My Weekly Writing Challenge

Last week’s challenge produced some cracking stories and poems, on the themes of ‘Money‘, ‘New‘ and ‘Operation‘,  as I’m sure you’ll all agree. Take a look below.

This week’s challenge moves forward to the letters of P, Q and R. Your themes for these are: ‘Party‘, ‘Quirky‘ and ‘Race.’ Not sure what to write? See the link below for some ideas:

Time for last week’s challengers:

Keith Channing‘s story makes a compelling read:

For five long years I had been living in the shadows, trying to keep away from the O’Grady gang, continually looking over my shoulder, afraid to answer the phone, hiding every time the doorbell rang.

Until five years ago my life was normal. It was more than normal, it was good. Good? It was great. I was a professional footballer, playing for a minor league side at the time, but I was being feted as a rising star with a grand future. Everything was going swimmingly until that fateful match when I ignored my coach’s orders. The order was simple.

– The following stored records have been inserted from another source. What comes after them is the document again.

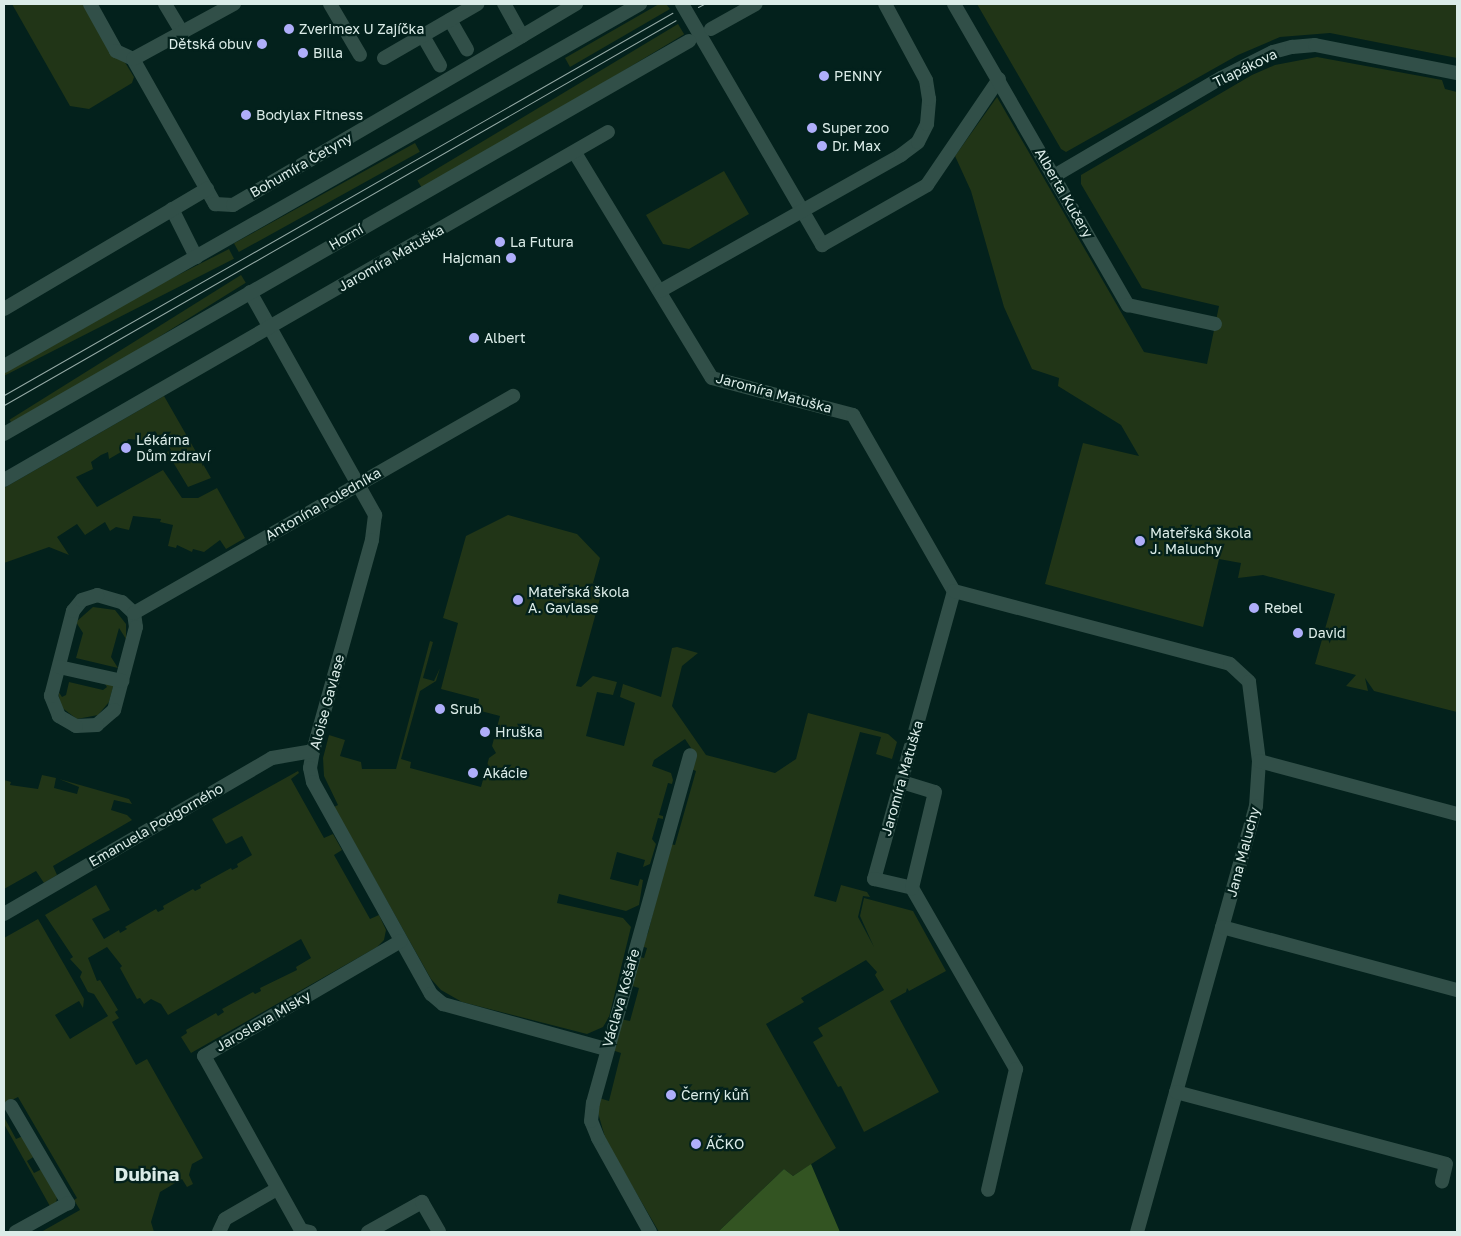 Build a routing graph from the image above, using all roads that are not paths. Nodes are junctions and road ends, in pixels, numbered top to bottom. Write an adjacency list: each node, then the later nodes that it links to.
1 (90, 4): 22 (street, Bohumíra Četyny)
2 (165, 4): 15 (street)
3 (234, 4): 15 (street)
4 (330, 4): 20 (street)
5 (477, 4): 13 (street)
6 (504, 4): 17 (street)
7 (576, 4): 17 (street)
8 (640, 4): 32 (street)
9 (682, 4): 31 (street)
10 (756, 4): 14 (street)
11 (885, 4): 31 (street)
12 (954, 4): 25 (street, Alberta Kučery)
13 (450, 20): 16 (street); 19 (street)
14 (711, 29)
15 (181, 31): 22 (street)
16 (423, 36): 21 (street); 23 (street)
17 (522, 36): 29 (street, Bohumíra Četyny)
18 (689, 41): 33 (street, Horní)
19 (467, 50)
20 (360, 54)
21 (384, 58)
22 (132, 59): 29 (street, Bohumíra Četyny)
23 (440, 66)
24 (1451, 72): 28 (street, Tlapákova)
25 (999, 79): 28 (street, Alberta Kučery); 31 (street)
26 (608, 132): 27 (street)
27 (575, 152): 34 (street, Jaromíra Matuška); 37 (street, Jaromíra Matuška)
28 (1054, 176): 36 (street, Alberta Kučery)
29 (206, 189): 30 (street)
30 (172, 209): 32 (street); 35 (street)
31 (802, 210): 34 (street)
32 (196, 257): 38 (street)
33 (250, 292): 37 (street, Aloise Gavlase); 40 (street, Horní)
34 (660, 292): 43 (street, Jaromíra Matuška)
35 (4, 309)
36 (1215, 324)
37 (271, 327): 41 (street, Jaromíra Matuška); 42 (street, Aloise Gavlase)
38 (4, 366)
39 (513, 396): 42 (street, Antonína Poledníka)
40 (4, 434)
41 (4, 480)
42 (359, 482): 44 (street, Antonína Poledníka); 47 (street, Aloise Gavlase)
43 (954, 591): 49 (street, Jana Maluchy); 50 (street, Jaromíra Matuška)
44 (134, 613): 45 (street); 46 (street)
45 (59, 667): 46 (street); 46 (street)
46 (122, 682)
47 (312, 751): 53 (street, Emanuela Podgorného); 55 (street, Aloise Gavlase)
48 (690, 756): 57 (street, Václava Košaře)
49 (1259, 761): 51 (street); 54 (street, Jana Maluchy)
50 (902, 782): 52 (street); 52 (street, Jaromíra Matuška)
51 (1457, 814)
52 (912, 888): 62 (street)
53 (4, 914)
54 (1222, 927): 56 (street); 58 (street, Jana Maluchy)
55 (401, 941): 57 (street, Aloise Gavlase); 61 (street, Jaroslava Misky)
56 (1457, 990)
57 (606, 1049): 68 (street, Václava Košaře)
58 (1176, 1092): 60 (street); 69 (street, Jana Maluchy)
59 (11, 1106): 64 (street)
60 (1442, 1182)
61 (277, 1189): 63 (street, Jaroslava Misky); 65 (street)
62 (988, 1190)
63 (302, 1231)
64 (16, 1232)
65 (219, 1232)
66 (368, 1232): 67 (street)
67 (439, 1232)
68 (650, 1232)
69 (1137, 1232) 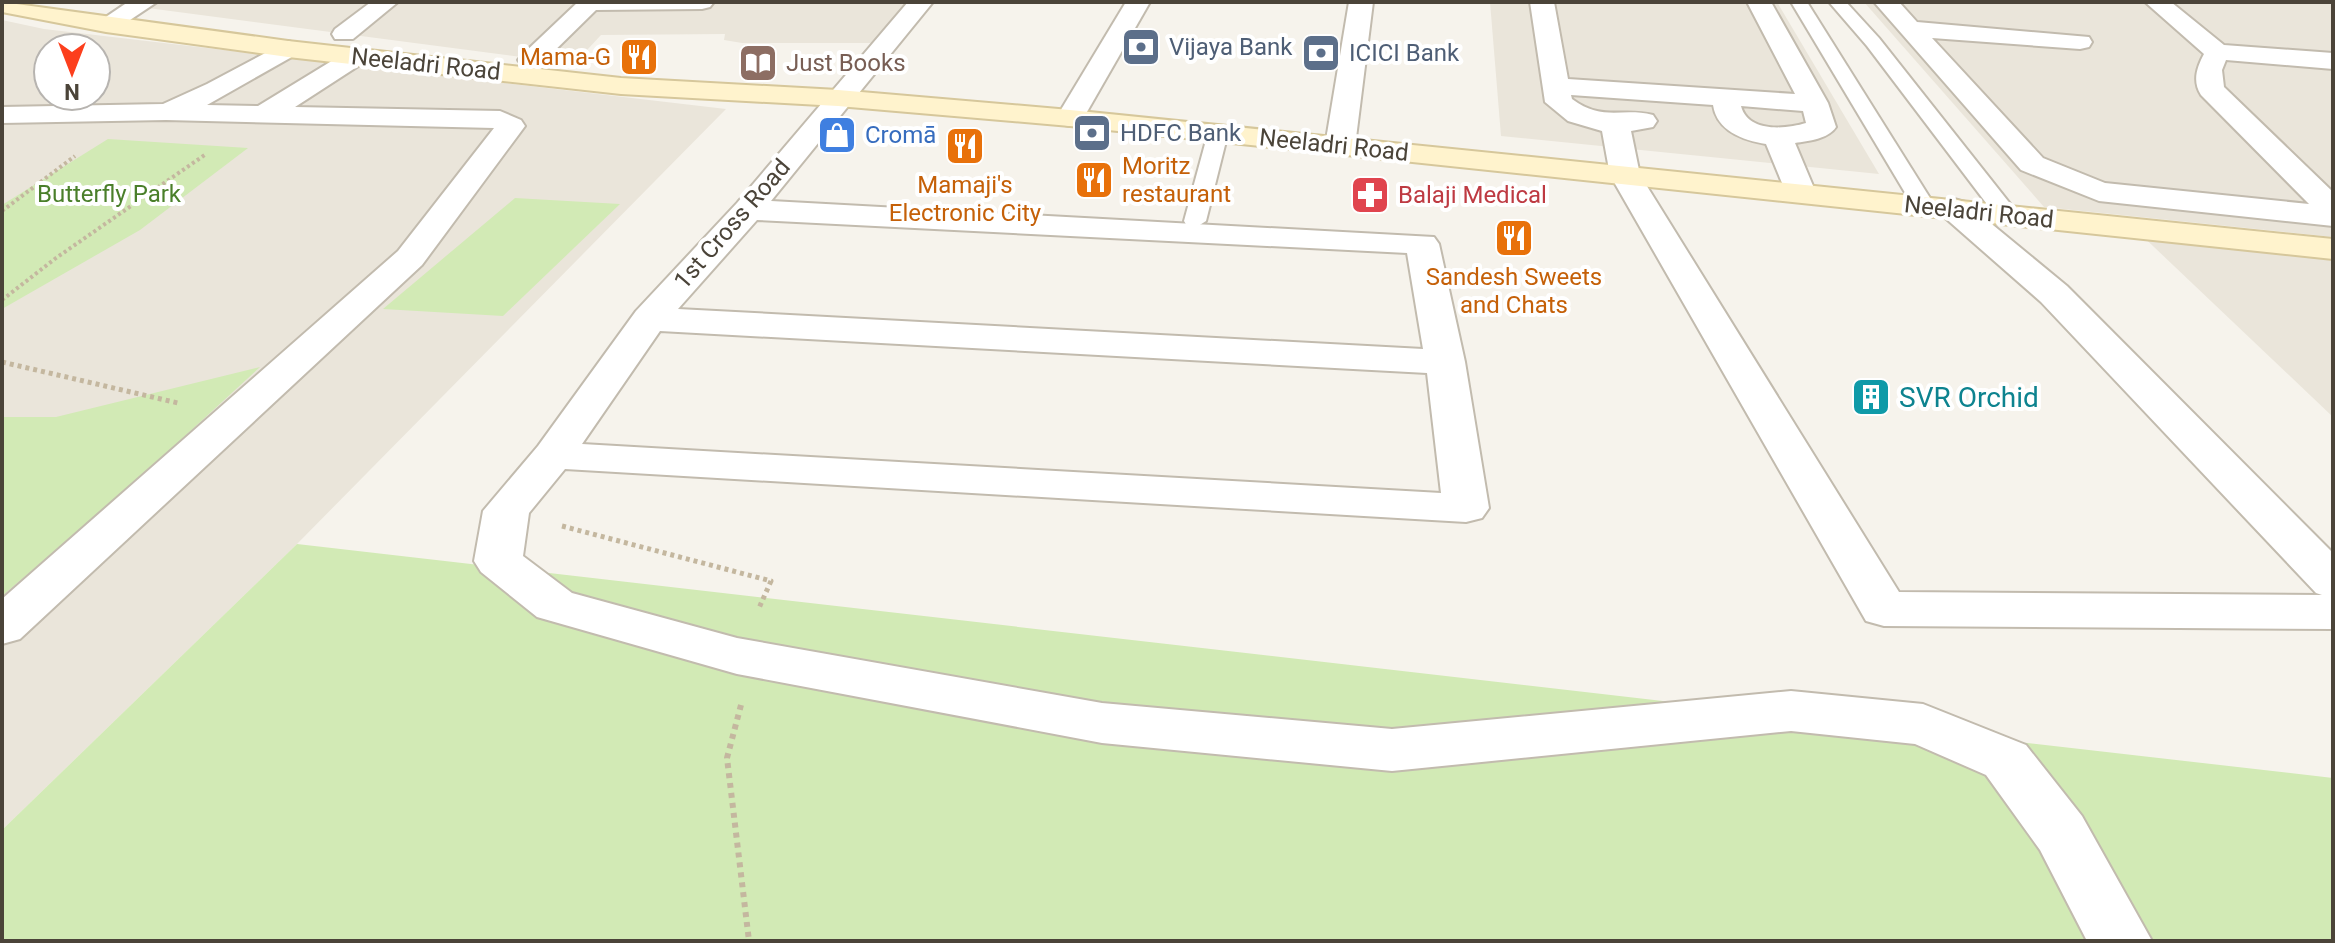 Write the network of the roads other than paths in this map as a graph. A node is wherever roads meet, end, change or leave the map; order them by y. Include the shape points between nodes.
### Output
1 (145, 2) edge
2 (386, 2) edge
3 (702, 2) edge
4 (921, 2) edge
5 (1138, 2) edge
6 (1361, 2) edge
7 (1542, 2) edge
8 (1759, 2) edge
9 (1799, 2) edge
10 (1837, 2) edge
11 (1886, 2) edge
12 (2157, 2) edge
13 (590, 3) edge
14 (2, 5) edge
15 (106, 25) junction
16 (1911, 29) junction
17 (2080, 42) dead end
18 (350, 45) junction
19 (288, 49) junction
20 (2217, 52) junction
21 (531, 60) dead end
22 (2333, 61) edge
23 (1557, 86) junction
24 (1647, 92) junction
25 (1726, 97) junction
26 (838, 98) junction
27 (1814, 103) junction
28 (166, 112) junction
29 (2, 115) edge
30 (261, 116) junction
31 (1070, 118) junction
32 (1616, 126) junction
33 (1218, 133) junction
34 (1778, 138) junction
35 (1340, 146) junction
36 (1625, 175) junction
37 (1800, 193) junction
38 (1939, 208) junction
39 (748, 210) junction
40 (2333, 213) edge
41 (2007, 215) junction
42 (1195, 221) dead end
43 (2333, 249) edge
44 (649, 319) junction
45 (1445, 362) junction
46 (553, 455) junction
47 (2333, 582) edge
48 (2333, 612) edge
49 (2, 627) edge
50 (2120, 941) edge

1 - 15 street
2 - 18 street
3 - 13 street
4 - 26 street, 1st Cross Road
5 - 31 street
6 - 35 street
7 - 23 street
8 - 27 street
9 - 38 lane
10 - 41 lane
11 - 16 street
12 - 20 street
13 - 21 street
14 - 15 main road, Neeladri Road
15 - 19 main road, Neeladri Road
16 - 17 street
16 - 40 street via 2032,164 2099,192
18 - 19 main road, Neeladri Road
18 - 26 main road, Neeladri Road via 621,86
18 - 30 street
19 - 28 street
20 - 22 street
20 - 40 street via 2209,70 2211,89
23 - 24 street
23 - 32 street via 1559,102 1577,117
24 - 25 street
24 - 32 street via 1656,112 1644,121
25 - 27 street
25 - 34 street via 1730,117 1742,128
26 - 31 main road, Neeladri Road
26 - 39 street, 1st Cross Road
27 - 34 street via 1822,127
28 - 29 street
28 - 30 street
30 - 49 street via 500,120 511,126 410,258
31 - 33 main road, Neeladri Road
32 - 36 street
33 - 35 main road, Neeladri Road
33 - 42 lane
34 - 37 street
35 - 36 main road, Neeladri Road
36 - 37 main road, Neeladri Road
36 - 48 street via 1884,609
37 - 38 main road, Neeladri Road
38 - 41 main road, Neeladri Road
38 - 47 street via 2054,294
39 - 44 street, 1st Cross Road
39 - 45 street via 1422,244
41 - 43 main road, Neeladri Road
44 - 45 street
44 - 46 street, 1st Cross Road
45 - 46 street via 1466,508
46 - 50 street, 1st Cross Road via 506,511 498,561 555,605 737,656 1102,723 1392,750 1791,711 1923,724 2006,760 2061,833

“We gotta lose this match,” he said, “we gotta play normally in the first half, with a scoreline of two-nil at half-time. In the second half, John, in goal, will let three goals though, and we won’t score any more. The final result will be three-two to the opposition.”

“Why’s that, Coach?” I asked.

“Don’t ask, Mark. Just this once, do as I say without question. Okay?”

“Yes, Coach,” I said. But I didn’t. I pushed through a third, then a fourth goal, scoring my first hat-trick for the club. The crowd loved it. The O’Gradys didn’t. They had, it seemed, placed some very heavy bets on my team losing 2-3 in the second half after being 2-0 up at half-time.

Afraid to leave the house for fear of being picked up by the O’Gradys, I was living most of my life on-line. That’s how I came by the big money. I played the lottery on-line; had been for nearly five years. One Saturday evening I was checking my numbers and saw that I had bagged the Thunderball jackpot. I checked it more than half a dozen times. It was right; I had won. Big. Not the Lotto jackpot, but big enough. The Thunderball game pays a cool half million top prize.

As soon as the money was in my bank, I called on some contacts to see what options I had, that could possibly allow me to escape from this hell I was living in. One of the people I contacted was Algernon, an old school chum, who was then a cosmetic surgeon.

“Depending on how desperate you are, and how much you want to spend, I may be able to help you,” he said.

“What do you have in mind?” I asked.

“I can change your face so much, no-one will recognise you,” he suggested.

“Tell me more,” I said.

“For two-hundred-and-fifty thousand, I can carry out a series of operations that would change your face significantly. For another fifty thousand, I can arrange for a contact to provide full documentation to give you a new identity.”

“What if the O’Gradys find out about it?”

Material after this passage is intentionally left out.